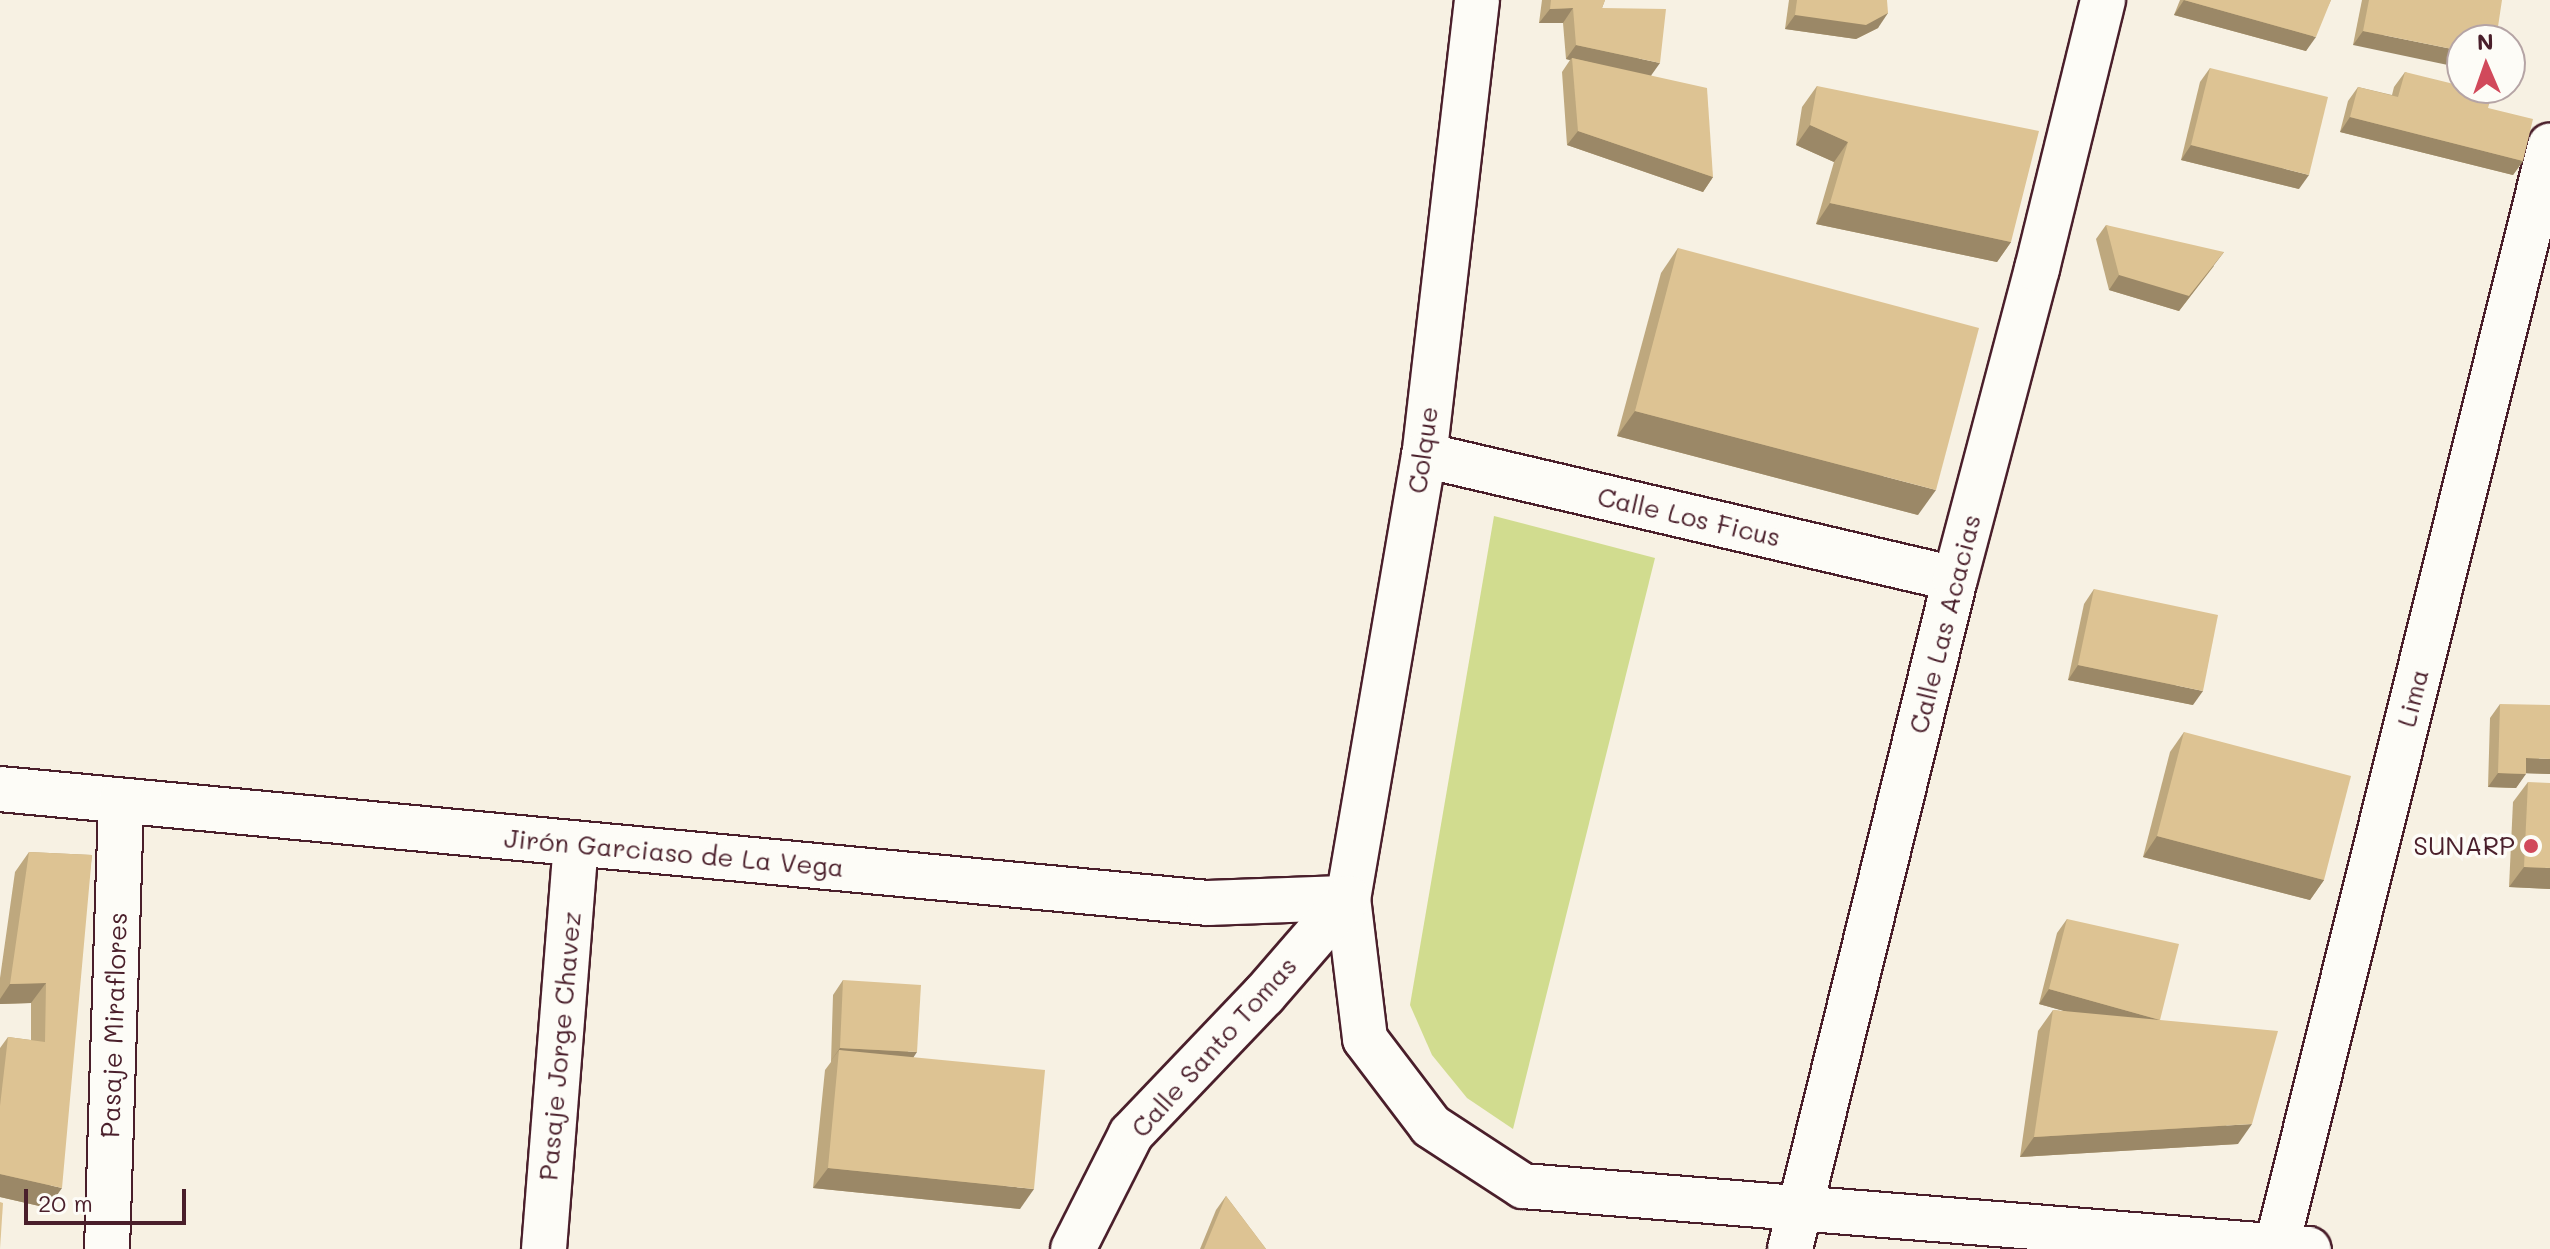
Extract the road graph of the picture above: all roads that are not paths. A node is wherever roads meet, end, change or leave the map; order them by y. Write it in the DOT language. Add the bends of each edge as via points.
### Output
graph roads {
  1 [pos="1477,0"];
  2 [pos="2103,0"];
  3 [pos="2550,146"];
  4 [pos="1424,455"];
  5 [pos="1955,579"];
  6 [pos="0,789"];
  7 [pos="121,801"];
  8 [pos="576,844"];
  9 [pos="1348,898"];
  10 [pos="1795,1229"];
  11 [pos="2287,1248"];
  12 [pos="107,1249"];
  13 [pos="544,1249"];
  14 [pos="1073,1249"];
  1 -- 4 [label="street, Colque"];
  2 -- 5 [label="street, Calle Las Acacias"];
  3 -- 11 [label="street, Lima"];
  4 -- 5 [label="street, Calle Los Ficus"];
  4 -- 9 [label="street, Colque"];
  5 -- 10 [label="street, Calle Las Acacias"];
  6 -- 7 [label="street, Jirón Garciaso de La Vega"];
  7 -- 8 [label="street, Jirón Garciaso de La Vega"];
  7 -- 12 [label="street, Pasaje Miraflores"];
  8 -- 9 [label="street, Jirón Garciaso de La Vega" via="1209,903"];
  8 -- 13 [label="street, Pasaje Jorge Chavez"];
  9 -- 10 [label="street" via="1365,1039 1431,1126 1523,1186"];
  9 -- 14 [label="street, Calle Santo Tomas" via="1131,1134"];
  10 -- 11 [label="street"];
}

- - - - -

→ **Exercise aim**
None of the pictures belong in the copy; transcribe the rest of the data exactly.

→ **Solution for this task**
Extract the road graph of the picture above: all roads that are not paths. A node is wherever roads meet, end, change or leave the map; order them by y. Write it in the DOT language. Add the bends of each edge as via points.
### Output
graph roads {
  1 [pos="1477,0"];
  2 [pos="2103,0"];
  3 [pos="2550,146"];
  4 [pos="1424,455"];
  5 [pos="1955,579"];
  6 [pos="0,789"];
  7 [pos="121,801"];
  8 [pos="576,844"];
  9 [pos="1348,898"];
  10 [pos="1795,1229"];
  11 [pos="2287,1248"];
  12 [pos="107,1249"];
  13 [pos="544,1249"];
  14 [pos="1073,1249"];
  1 -- 4 [label="street, Colque"];
  2 -- 5 [label="street, Calle Las Acacias"];
  3 -- 11 [label="street, Lima"];
  4 -- 5 [label="street, Calle Los Ficus"];
  4 -- 9 [label="street, Colque"];
  5 -- 10 [label="street, Calle Las Acacias"];
  6 -- 7 [label="street, Jirón Garciaso de La Vega"];
  7 -- 8 [label="street, Jirón Garciaso de La Vega"];
  7 -- 12 [label="street, Pasaje Miraflores"];
  8 -- 9 [label="street, Jirón Garciaso de La Vega" via="1209,903"];
  8 -- 13 [label="street, Pasaje Jorge Chavez"];
  9 -- 10 [label="street" via="1365,1039 1431,1126 1523,1186"];
  9 -- 14 [label="street, Calle Santo Tomas" via="1131,1134"];
  10 -- 11 [label="street"];
}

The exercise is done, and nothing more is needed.